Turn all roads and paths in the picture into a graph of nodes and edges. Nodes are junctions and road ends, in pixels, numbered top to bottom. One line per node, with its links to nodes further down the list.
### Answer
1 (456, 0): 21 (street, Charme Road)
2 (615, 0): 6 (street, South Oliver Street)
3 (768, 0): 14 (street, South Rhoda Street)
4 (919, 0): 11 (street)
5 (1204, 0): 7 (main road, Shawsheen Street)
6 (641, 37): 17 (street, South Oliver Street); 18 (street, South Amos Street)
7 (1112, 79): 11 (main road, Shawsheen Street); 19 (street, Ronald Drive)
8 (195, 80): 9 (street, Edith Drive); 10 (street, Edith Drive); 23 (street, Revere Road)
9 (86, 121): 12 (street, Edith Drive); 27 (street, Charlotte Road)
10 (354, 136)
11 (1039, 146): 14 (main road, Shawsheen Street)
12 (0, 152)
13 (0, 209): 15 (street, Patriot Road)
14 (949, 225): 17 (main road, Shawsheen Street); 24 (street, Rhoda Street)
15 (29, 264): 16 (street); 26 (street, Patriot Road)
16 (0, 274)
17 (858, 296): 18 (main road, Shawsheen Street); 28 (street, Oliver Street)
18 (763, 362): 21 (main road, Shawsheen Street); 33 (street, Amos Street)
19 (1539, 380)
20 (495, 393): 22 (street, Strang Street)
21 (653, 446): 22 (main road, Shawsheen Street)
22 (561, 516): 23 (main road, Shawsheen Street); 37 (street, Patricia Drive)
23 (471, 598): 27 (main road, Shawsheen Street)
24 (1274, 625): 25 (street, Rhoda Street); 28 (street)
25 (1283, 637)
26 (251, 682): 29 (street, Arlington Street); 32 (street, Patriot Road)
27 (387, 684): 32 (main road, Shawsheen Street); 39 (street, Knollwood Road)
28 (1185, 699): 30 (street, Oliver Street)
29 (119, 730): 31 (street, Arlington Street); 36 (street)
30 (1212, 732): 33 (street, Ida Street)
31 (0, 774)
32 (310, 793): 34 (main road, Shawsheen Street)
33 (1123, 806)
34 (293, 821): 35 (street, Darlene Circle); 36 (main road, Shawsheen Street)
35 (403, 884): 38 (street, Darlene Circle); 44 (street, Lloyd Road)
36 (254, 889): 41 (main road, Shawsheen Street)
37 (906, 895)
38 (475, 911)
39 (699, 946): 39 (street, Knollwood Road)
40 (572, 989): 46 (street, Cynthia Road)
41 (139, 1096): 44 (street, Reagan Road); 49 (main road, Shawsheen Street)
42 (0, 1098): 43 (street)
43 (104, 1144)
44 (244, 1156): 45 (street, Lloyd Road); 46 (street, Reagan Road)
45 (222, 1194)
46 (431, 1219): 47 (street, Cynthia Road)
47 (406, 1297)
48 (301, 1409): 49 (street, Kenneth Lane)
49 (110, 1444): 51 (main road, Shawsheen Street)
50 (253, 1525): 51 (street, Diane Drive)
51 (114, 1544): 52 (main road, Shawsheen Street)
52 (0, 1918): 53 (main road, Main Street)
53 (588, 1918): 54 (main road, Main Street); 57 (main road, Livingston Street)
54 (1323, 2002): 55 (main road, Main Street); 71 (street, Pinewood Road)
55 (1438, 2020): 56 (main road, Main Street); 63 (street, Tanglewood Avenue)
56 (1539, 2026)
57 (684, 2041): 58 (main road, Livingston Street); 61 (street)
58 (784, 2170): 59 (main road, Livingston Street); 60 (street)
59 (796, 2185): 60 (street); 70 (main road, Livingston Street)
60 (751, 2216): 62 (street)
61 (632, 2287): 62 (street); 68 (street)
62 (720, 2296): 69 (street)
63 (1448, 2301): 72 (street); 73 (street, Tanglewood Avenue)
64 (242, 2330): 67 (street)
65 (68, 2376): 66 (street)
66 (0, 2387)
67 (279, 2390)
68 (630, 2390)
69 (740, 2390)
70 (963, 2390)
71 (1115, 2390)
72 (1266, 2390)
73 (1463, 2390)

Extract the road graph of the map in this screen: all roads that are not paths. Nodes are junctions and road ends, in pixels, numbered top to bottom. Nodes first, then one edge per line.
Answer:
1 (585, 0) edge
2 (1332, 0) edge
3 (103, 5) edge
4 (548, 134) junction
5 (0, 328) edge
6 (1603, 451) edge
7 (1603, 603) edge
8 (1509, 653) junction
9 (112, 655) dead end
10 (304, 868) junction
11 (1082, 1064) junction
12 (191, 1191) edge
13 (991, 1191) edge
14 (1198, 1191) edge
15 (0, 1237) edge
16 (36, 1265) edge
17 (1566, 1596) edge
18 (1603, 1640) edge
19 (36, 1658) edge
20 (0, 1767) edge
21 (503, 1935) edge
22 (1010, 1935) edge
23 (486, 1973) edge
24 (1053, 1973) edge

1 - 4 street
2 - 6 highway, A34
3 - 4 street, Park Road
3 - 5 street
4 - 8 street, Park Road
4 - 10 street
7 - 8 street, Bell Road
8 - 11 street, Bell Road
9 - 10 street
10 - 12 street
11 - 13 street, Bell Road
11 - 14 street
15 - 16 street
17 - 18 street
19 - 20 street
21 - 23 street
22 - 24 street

━━━━━━

Task brief ▸ Search the data for the string "Arlington" and copy out every line where it is found.

Task output ▸
26 (251, 682): 29 (street, Arlington Street); 32 (street, Patriot Road)
29 (119, 730): 31 (street, Arlington Street); 36 (street)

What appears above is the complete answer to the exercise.